**Task to complete**
Report the number of lines below in which the word "margin" occurs. Nothing else is needed.

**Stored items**

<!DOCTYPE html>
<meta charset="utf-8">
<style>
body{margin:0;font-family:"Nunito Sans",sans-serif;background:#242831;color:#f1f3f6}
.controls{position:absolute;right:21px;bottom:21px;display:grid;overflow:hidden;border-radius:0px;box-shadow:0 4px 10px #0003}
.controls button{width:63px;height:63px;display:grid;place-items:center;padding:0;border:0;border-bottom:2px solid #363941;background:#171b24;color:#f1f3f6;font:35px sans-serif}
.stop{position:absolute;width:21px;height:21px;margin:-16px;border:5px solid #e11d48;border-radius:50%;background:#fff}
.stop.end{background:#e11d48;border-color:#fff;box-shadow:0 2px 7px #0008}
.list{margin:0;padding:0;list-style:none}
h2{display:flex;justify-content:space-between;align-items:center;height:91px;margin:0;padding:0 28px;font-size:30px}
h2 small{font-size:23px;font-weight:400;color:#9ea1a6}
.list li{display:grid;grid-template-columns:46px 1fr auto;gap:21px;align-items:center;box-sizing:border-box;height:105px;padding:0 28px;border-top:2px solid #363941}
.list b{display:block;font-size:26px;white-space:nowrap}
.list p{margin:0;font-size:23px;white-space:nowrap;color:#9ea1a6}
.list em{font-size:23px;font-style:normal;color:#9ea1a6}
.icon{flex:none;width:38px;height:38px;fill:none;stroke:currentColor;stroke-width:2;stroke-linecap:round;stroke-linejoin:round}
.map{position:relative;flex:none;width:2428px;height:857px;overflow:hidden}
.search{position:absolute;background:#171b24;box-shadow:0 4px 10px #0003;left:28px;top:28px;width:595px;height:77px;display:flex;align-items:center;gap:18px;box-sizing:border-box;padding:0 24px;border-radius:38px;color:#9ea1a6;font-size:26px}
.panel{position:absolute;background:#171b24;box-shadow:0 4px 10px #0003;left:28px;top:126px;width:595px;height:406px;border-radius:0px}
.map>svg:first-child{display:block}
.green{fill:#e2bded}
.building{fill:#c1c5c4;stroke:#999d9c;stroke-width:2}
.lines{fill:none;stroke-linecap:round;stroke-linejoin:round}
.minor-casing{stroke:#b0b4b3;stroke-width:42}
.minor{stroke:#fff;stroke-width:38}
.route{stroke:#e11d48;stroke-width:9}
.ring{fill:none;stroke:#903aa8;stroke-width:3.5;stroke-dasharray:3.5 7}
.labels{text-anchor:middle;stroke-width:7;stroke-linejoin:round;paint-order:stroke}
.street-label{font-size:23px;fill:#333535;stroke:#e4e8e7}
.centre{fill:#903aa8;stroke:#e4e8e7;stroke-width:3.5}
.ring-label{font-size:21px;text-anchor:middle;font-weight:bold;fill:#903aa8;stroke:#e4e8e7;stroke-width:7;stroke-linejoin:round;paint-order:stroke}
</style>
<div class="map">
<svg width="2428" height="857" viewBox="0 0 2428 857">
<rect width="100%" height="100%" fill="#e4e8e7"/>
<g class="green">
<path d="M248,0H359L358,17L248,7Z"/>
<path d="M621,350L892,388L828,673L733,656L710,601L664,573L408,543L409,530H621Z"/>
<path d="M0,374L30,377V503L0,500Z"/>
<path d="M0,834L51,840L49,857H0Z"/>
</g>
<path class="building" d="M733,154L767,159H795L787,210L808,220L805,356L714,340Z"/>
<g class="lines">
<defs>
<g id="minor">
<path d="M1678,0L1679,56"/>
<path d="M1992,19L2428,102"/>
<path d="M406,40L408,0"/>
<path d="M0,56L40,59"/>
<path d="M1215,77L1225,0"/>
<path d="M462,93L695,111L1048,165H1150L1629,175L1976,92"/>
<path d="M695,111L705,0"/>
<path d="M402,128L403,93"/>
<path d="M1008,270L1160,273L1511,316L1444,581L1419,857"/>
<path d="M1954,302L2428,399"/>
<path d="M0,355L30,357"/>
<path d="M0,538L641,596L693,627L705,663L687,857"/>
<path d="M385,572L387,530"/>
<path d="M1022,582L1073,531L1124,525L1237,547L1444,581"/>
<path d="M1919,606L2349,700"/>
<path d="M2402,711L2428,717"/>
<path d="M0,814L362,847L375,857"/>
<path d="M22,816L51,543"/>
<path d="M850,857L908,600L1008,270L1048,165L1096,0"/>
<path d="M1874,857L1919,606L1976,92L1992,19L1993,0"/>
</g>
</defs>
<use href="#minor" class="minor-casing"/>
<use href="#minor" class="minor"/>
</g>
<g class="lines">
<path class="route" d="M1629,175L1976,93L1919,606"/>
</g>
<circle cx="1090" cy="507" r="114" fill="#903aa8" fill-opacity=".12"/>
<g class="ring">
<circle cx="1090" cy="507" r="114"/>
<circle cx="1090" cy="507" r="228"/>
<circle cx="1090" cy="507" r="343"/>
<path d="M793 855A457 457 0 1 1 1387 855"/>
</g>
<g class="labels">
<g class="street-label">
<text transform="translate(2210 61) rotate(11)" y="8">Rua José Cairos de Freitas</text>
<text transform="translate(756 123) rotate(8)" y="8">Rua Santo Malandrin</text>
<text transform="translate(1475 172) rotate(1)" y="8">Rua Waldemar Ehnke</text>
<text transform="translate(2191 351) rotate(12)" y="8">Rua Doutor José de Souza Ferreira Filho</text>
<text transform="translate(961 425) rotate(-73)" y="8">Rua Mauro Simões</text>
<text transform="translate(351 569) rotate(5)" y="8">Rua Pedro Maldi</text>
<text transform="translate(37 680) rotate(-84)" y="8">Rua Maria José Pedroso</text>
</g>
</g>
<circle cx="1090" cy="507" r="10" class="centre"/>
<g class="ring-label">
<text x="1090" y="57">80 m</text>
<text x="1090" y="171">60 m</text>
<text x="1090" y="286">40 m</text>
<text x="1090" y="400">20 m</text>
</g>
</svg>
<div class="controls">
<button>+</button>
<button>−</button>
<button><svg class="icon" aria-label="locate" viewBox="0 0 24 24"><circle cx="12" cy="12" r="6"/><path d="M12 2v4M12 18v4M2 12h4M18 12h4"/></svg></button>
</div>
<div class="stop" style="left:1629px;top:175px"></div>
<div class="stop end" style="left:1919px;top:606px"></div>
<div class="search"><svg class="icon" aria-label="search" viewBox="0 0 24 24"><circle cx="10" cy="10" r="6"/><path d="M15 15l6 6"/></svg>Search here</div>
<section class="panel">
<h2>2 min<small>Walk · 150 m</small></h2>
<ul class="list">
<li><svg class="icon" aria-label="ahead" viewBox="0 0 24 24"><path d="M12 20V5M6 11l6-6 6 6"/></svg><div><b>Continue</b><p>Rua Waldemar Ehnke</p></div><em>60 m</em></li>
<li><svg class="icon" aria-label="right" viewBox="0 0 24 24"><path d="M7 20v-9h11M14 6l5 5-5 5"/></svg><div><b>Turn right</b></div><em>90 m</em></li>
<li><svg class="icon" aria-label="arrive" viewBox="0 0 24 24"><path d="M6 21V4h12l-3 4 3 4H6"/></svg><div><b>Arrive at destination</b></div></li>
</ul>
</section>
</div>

**Completed task**
5